Blog Archives

More than just a name

IMG_3955

City of Canada Bay Mayor Angelo Tsirekas today presented certificates to year five and six students from Five Dock Public School who participated in the ‘More than just a name’ project.

The six-week project involved 90 students, researching 27 soldiers who worked at the Australian Gas Light Company, Mortlake. The students used iMovie on the City of Canada Bay Libraries’ portable multimedia studio to create a two-minute video commemorating the lives of the soldiers.

‘It is important that our future generations remember the sacrifice these soldiers took for our country and educating our youth is one way to ensure their memory lives on,’ Mayor Angelo Tsirekas said.

Students from Concord Public School and Concord High School are also participating in the project.

The ‘More than just a name’ student videos can be seen on youtube.

A cracker of a day

000952 (Small)

In the early part of the twentieth century, Empire Day was celebrated on the 24 May, Queen Victoria’s birthday.

It was a day for shows of patriotism throughout the community, especially in schools. The celebrations often included fireworks, so many children thought of it as ‘cracker night’.

The photograph shows Empire Day Celebrations at Five Dock Public School in 1912. The flag also bears the name of Oban Street School, Poplar, London which may have been a sister school of Five Dock. The boy dressed in Scottish costume on the left is John Baker while the page boy behind the ‘King’ is Harold Hughes.

In 1958 Empire Day was renamed Commonwealth Day and today is celebrated on the second Monday in March.

From Five Dock to Antarctica

SCAN0034 (Small)

On Christmas eve 1913, as the ship Aurora left Antarctica to return to Australia it was hit by a storm, making it ‘a very miserable Christmas’. It was two months before the ship arrived in Adelaide on 23 February 1914.

So ended the remarkable exploration of Antarctica which had begun in 1911 under the leadership of Douglas Mawson. The Chief Medical Officer and Bacteriologist on the Australasian Antarctic Expedition was Archibald Lang McLean. He grew up in Five Dock where he attended Five Dock Public School. He graduated in medicine from the University of Sydney in 1910.

The epic story of the expedition is recorded in Mawson’s book The home of the blizzard which is available for loan from City of Canada Bay libraries. Archibald McLean helped to edit the book for publication.

McLean went on to serve in the First World War and was awarded the Military Cross. He died in 1922 at the age of 37 from tuberculosis, a result of his war service.
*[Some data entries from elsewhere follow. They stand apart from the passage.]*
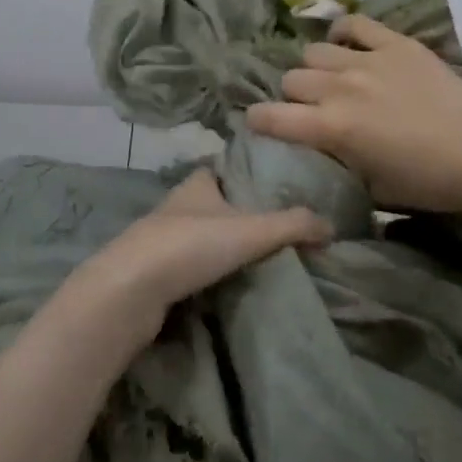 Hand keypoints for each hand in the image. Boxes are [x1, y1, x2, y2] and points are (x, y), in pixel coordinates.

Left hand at [56, 170, 331, 347]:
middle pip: (214, 204)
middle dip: (239, 215)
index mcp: (196, 183)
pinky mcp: (154, 274)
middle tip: (276, 231)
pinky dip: (208, 274)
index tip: (274, 188)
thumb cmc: (190, 245)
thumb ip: (292, 225)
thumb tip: (330, 225)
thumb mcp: (250, 230)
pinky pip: (189, 268)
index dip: (246, 175)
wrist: (131, 291)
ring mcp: (162, 240)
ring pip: (200, 237)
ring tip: (260, 262)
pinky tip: (230, 288)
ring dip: (222, 247)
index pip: (223, 170)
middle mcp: (177, 205)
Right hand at [247, 14, 461, 214]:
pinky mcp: (393, 42)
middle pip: (291, 79)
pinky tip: (349, 45)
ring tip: (333, 77)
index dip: (258, 120)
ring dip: (317, 68)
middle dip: (293, 95)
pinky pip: (353, 24)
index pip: (271, 117)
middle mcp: (339, 88)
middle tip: (311, 107)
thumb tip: (323, 147)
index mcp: (331, 128)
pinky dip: (343, 33)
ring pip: (314, 51)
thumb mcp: (372, 186)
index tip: (260, 123)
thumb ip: (338, 160)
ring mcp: (366, 60)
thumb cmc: (429, 181) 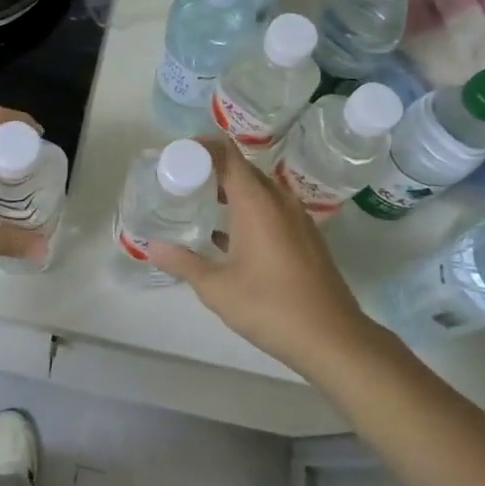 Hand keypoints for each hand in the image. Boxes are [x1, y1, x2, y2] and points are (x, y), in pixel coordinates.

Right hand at [145, 137, 399, 387]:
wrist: (332, 337)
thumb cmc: (270, 306)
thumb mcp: (216, 288)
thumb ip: (183, 262)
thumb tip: (152, 247)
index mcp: (257, 202)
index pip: (227, 155)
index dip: (202, 148)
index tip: (177, 156)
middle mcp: (280, 201)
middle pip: (242, 170)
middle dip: (212, 171)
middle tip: (181, 183)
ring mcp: (297, 218)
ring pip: (259, 191)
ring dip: (231, 193)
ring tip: (200, 207)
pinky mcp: (306, 237)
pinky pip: (272, 210)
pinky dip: (249, 211)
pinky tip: (229, 237) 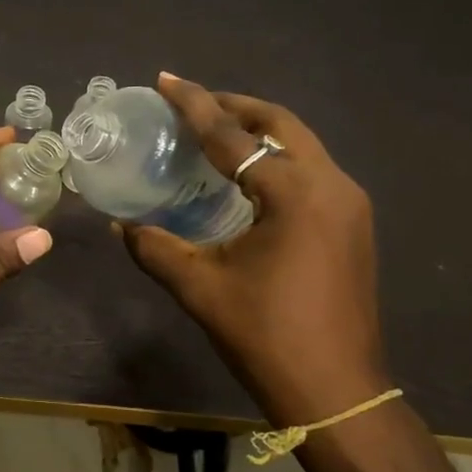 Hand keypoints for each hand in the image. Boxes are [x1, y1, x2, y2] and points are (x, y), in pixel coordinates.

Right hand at [117, 74, 388, 426]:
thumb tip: (119, 225)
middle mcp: (331, 185)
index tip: (165, 80)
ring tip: (214, 133)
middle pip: (280, 124)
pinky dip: (275, 159)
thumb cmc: (265, 336)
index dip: (194, 105)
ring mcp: (350, 205)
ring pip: (300, 145)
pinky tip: (246, 177)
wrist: (337, 391)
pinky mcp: (352, 226)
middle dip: (233, 107)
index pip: (232, 137)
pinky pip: (310, 171)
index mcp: (295, 193)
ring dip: (257, 132)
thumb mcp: (199, 287)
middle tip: (192, 104)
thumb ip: (154, 247) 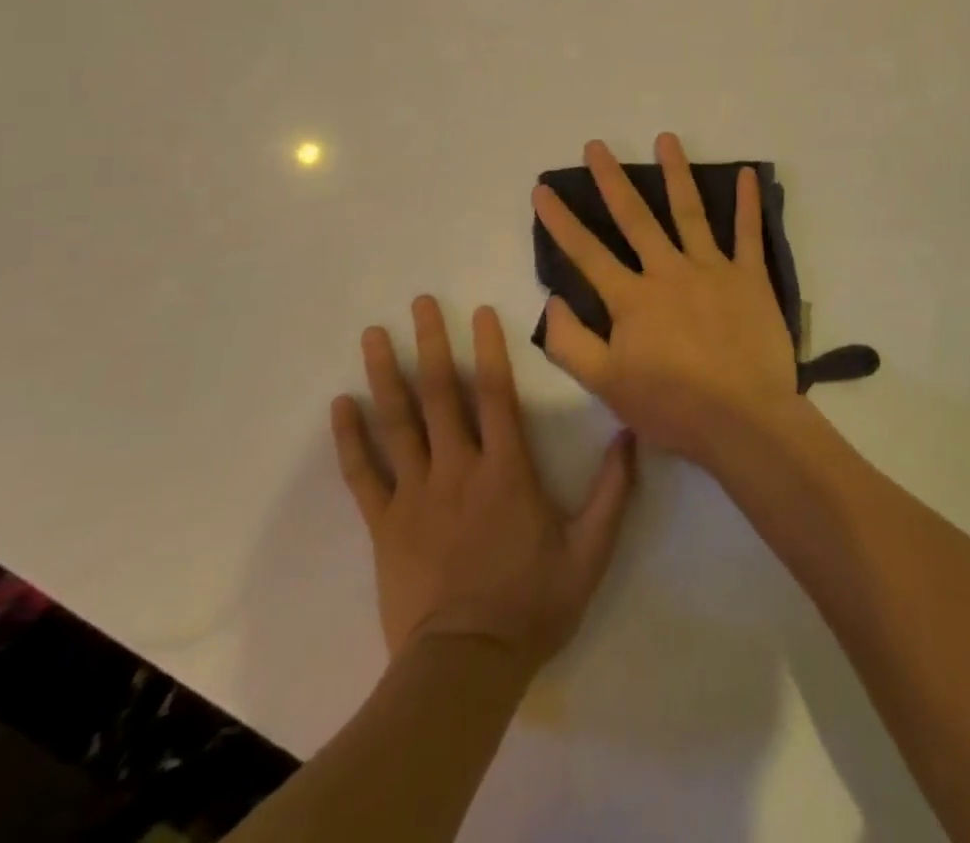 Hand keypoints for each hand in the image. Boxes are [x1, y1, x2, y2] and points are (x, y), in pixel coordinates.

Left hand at [331, 297, 635, 673]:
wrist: (466, 666)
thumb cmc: (532, 604)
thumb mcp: (590, 551)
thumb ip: (612, 491)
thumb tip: (630, 435)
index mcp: (506, 470)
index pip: (498, 394)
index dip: (490, 348)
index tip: (478, 310)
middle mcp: (458, 468)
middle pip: (442, 394)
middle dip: (431, 343)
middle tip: (417, 303)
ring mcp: (416, 494)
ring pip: (398, 423)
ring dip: (385, 375)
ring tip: (373, 335)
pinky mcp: (386, 524)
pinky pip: (363, 474)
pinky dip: (350, 439)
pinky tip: (338, 406)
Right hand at [531, 134, 799, 467]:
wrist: (744, 421)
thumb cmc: (673, 407)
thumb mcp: (606, 386)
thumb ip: (571, 343)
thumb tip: (551, 301)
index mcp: (632, 299)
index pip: (586, 252)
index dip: (560, 221)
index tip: (542, 189)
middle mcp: (668, 272)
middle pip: (635, 218)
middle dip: (611, 180)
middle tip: (596, 146)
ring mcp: (712, 269)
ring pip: (690, 212)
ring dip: (676, 173)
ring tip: (666, 139)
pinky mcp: (749, 278)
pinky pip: (748, 234)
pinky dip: (748, 203)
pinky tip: (747, 173) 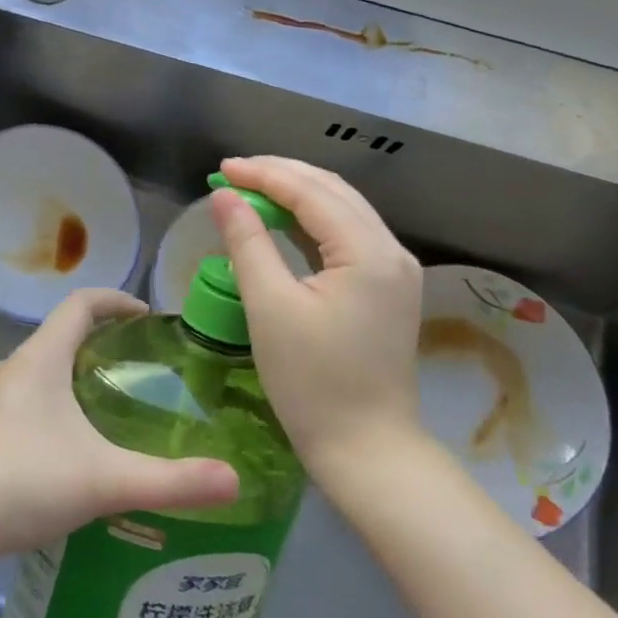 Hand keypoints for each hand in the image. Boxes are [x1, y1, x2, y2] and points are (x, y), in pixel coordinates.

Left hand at [0, 289, 239, 562]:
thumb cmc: (21, 481)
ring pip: (39, 374)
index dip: (115, 300)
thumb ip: (170, 481)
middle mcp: (11, 369)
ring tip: (108, 414)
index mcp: (41, 358)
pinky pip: (22, 404)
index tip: (146, 316)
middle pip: (60, 336)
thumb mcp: (104, 480)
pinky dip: (50, 410)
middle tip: (139, 372)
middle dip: (100, 344)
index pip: (80, 303)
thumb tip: (234, 480)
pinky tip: (65, 456)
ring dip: (73, 380)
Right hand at [211, 157, 427, 486]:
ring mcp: (395, 271)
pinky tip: (283, 221)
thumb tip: (224, 196)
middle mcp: (391, 251)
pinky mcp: (388, 289)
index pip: (312, 192)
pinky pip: (348, 237)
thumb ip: (247, 242)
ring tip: (252, 188)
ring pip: (343, 211)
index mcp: (368, 252)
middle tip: (233, 173)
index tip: (222, 168)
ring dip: (298, 195)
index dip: (264, 174)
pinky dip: (312, 222)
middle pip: (334, 192)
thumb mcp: (269, 307)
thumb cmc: (312, 382)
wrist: (366, 449)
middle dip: (282, 176) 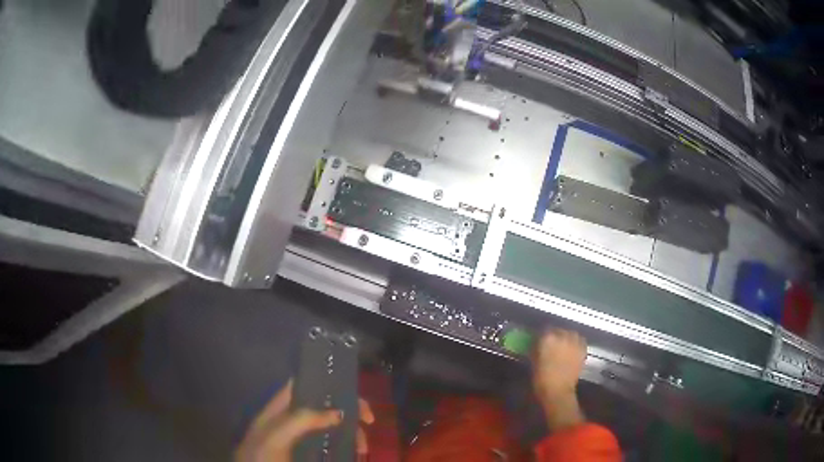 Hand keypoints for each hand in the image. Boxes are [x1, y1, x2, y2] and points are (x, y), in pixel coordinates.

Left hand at [235, 380, 373, 461]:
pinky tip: (355, 452)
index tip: (353, 391)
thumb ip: (303, 419)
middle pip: (325, 406)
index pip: (306, 384)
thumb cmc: (261, 454)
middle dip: (348, 410)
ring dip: (351, 432)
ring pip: (332, 426)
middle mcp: (294, 418)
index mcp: (282, 407)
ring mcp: (303, 437)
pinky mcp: (310, 453)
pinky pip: (332, 444)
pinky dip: (346, 445)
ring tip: (361, 448)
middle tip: (369, 420)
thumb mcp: (277, 435)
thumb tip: (340, 412)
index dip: (329, 381)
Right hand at [532, 329, 586, 430]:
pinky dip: (576, 342)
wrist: (558, 391)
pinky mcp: (582, 349)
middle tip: (551, 343)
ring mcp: (575, 342)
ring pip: (571, 333)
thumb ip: (536, 348)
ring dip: (567, 337)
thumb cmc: (541, 378)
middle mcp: (563, 336)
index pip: (544, 329)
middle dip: (555, 334)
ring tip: (563, 344)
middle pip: (559, 330)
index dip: (542, 335)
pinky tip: (572, 348)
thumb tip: (537, 343)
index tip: (540, 339)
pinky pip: (580, 340)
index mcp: (548, 338)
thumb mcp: (533, 361) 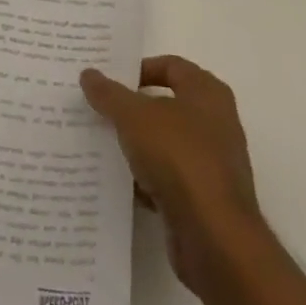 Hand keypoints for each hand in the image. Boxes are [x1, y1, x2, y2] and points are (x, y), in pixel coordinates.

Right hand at [81, 56, 259, 295]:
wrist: (215, 239)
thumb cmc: (179, 158)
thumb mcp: (133, 116)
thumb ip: (109, 94)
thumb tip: (88, 74)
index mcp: (207, 93)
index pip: (171, 65)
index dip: (140, 69)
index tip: (109, 80)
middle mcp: (216, 123)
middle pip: (166, 105)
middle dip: (133, 108)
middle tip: (99, 107)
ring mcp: (213, 164)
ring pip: (165, 144)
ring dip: (137, 145)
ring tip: (101, 143)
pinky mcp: (205, 200)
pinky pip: (169, 179)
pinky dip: (146, 179)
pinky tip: (119, 182) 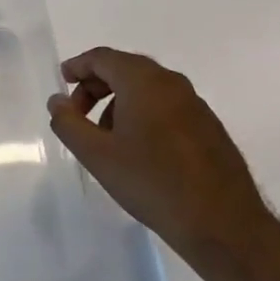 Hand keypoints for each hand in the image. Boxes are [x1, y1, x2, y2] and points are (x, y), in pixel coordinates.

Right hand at [47, 47, 268, 254]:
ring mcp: (195, 104)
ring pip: (147, 89)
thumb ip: (69, 123)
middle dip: (96, 86)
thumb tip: (57, 101)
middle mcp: (172, 83)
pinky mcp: (208, 126)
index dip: (78, 66)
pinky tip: (138, 150)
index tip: (62, 81)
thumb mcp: (97, 155)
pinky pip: (166, 106)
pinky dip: (143, 114)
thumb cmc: (151, 182)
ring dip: (119, 102)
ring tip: (106, 139)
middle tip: (78, 114)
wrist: (222, 223)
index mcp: (144, 81)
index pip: (103, 57)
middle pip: (125, 69) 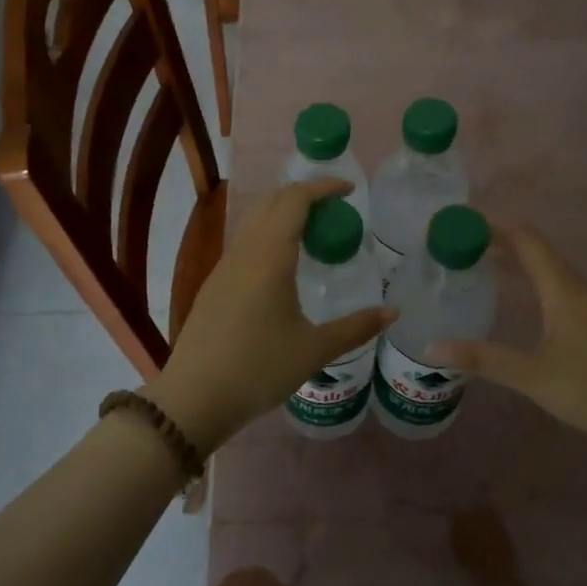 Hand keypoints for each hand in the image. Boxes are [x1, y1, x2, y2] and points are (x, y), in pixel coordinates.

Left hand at [143, 179, 393, 451]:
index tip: (350, 190)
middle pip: (272, 202)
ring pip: (254, 221)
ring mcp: (224, 267)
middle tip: (336, 210)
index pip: (295, 199)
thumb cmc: (259, 369)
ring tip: (314, 235)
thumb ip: (356, 328)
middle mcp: (244, 251)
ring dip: (284, 215)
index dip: (323, 187)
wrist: (193, 398)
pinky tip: (284, 267)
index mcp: (270, 256)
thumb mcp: (314, 350)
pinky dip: (269, 236)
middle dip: (304, 195)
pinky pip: (245, 243)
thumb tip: (393, 312)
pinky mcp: (213, 285)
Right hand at [433, 227, 586, 456]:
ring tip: (472, 265)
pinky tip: (509, 300)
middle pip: (532, 249)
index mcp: (561, 288)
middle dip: (495, 241)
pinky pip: (549, 286)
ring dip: (510, 260)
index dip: (492, 225)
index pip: (525, 239)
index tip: (456, 225)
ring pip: (542, 268)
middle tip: (454, 246)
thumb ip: (485, 360)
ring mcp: (583, 305)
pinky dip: (523, 281)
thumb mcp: (535, 376)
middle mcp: (573, 287)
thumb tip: (431, 348) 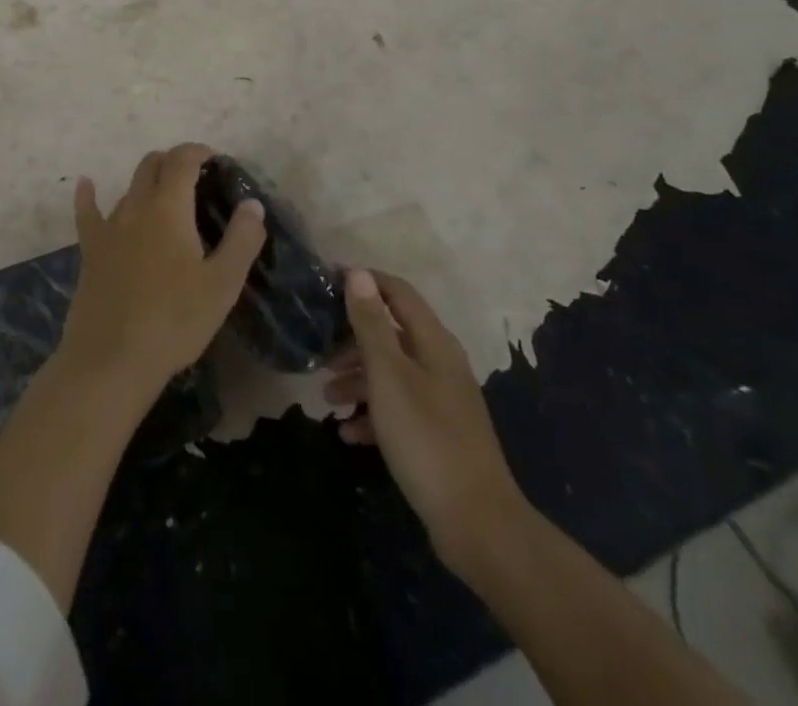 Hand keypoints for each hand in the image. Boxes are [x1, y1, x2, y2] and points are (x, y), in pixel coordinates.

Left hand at [58, 143, 266, 401]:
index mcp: (169, 209)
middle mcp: (135, 207)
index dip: (197, 151)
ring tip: (165, 197)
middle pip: (151, 166)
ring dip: (147, 183)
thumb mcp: (222, 284)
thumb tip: (253, 204)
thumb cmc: (175, 321)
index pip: (182, 161)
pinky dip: (88, 194)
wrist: (111, 360)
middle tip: (194, 178)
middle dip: (173, 161)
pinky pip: (87, 213)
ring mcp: (108, 228)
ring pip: (128, 189)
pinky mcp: (90, 251)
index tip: (214, 159)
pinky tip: (85, 184)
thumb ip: (242, 239)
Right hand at [324, 269, 528, 574]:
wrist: (477, 524)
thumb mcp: (389, 376)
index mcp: (433, 342)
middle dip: (354, 339)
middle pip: (392, 333)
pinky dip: (373, 414)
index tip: (327, 283)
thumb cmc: (426, 438)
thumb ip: (372, 325)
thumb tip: (359, 274)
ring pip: (393, 373)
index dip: (365, 282)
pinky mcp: (439, 433)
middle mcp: (441, 362)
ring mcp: (442, 399)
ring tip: (327, 397)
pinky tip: (349, 433)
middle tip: (320, 352)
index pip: (398, 292)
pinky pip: (400, 409)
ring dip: (358, 379) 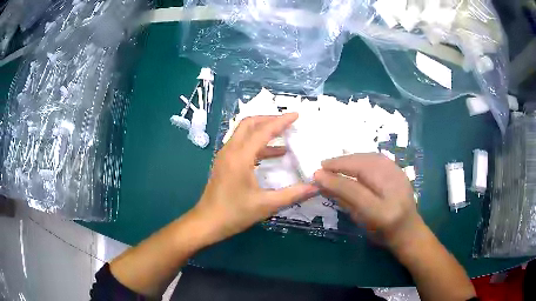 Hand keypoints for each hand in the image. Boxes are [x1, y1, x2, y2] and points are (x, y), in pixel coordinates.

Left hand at [190, 113, 317, 243]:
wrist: (207, 222)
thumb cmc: (235, 213)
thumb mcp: (266, 205)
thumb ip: (292, 194)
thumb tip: (315, 187)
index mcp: (240, 157)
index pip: (263, 131)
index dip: (281, 121)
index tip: (296, 115)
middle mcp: (230, 150)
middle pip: (249, 123)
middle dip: (269, 119)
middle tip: (287, 123)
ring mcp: (225, 155)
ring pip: (243, 133)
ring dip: (262, 131)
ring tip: (284, 136)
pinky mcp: (224, 162)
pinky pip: (241, 144)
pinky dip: (257, 143)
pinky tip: (272, 154)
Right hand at [313, 153, 421, 248]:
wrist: (409, 230)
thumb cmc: (382, 234)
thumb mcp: (361, 223)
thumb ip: (344, 201)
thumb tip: (323, 183)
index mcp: (382, 213)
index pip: (355, 191)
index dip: (334, 180)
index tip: (317, 174)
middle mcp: (394, 192)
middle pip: (365, 168)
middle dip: (341, 163)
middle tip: (324, 165)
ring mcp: (400, 178)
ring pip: (371, 158)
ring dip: (350, 157)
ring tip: (335, 162)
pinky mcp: (401, 172)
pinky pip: (379, 158)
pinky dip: (362, 156)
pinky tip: (353, 160) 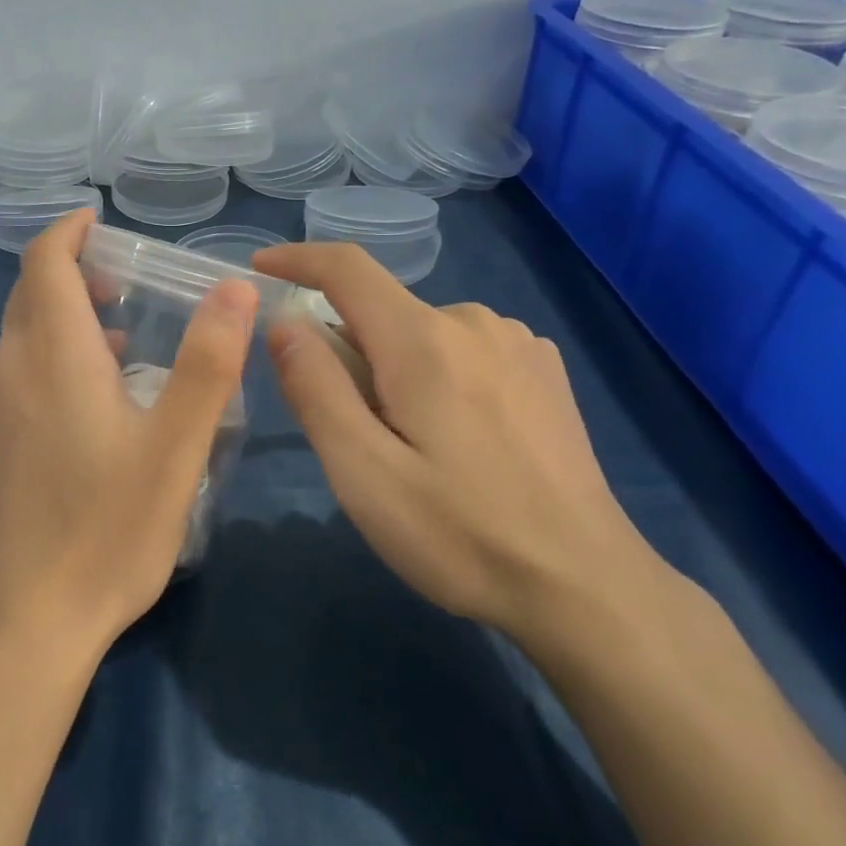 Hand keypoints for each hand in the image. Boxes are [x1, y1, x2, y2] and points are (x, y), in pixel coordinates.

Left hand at [0, 210, 256, 673]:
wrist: (17, 630)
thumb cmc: (105, 533)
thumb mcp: (176, 448)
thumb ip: (208, 363)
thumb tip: (234, 287)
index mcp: (49, 356)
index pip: (42, 262)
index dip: (67, 232)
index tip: (96, 222)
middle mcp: (1, 373)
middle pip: (29, 300)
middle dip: (73, 279)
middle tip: (125, 288)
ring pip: (18, 347)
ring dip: (62, 331)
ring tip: (117, 353)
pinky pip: (7, 388)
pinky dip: (43, 373)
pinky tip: (77, 420)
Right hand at [252, 242, 666, 646]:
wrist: (585, 586)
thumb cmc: (460, 535)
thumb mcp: (364, 473)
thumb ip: (316, 388)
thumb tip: (284, 321)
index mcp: (424, 340)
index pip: (346, 268)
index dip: (297, 260)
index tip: (260, 269)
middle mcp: (473, 321)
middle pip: (380, 313)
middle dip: (347, 356)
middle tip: (352, 438)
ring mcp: (516, 342)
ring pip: (420, 335)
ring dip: (393, 371)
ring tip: (411, 449)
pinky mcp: (542, 368)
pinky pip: (461, 350)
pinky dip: (435, 376)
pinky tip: (460, 440)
The illustration shows memorabilia from the expedition presented by McLean to Five Dock Public School. This memorial unfortunately no longer exists but his name is commemorated by McLean Nunataks, a geographical feature in Antarctica and a plaque at the University of Sydney.

Peter Dodds McCormick

McCormick - Advance Australia Fair (Small)

Peter Dodds McCormick (1834-1916) who wrote ‘Advance Australia Fair’ had links with Five Dock.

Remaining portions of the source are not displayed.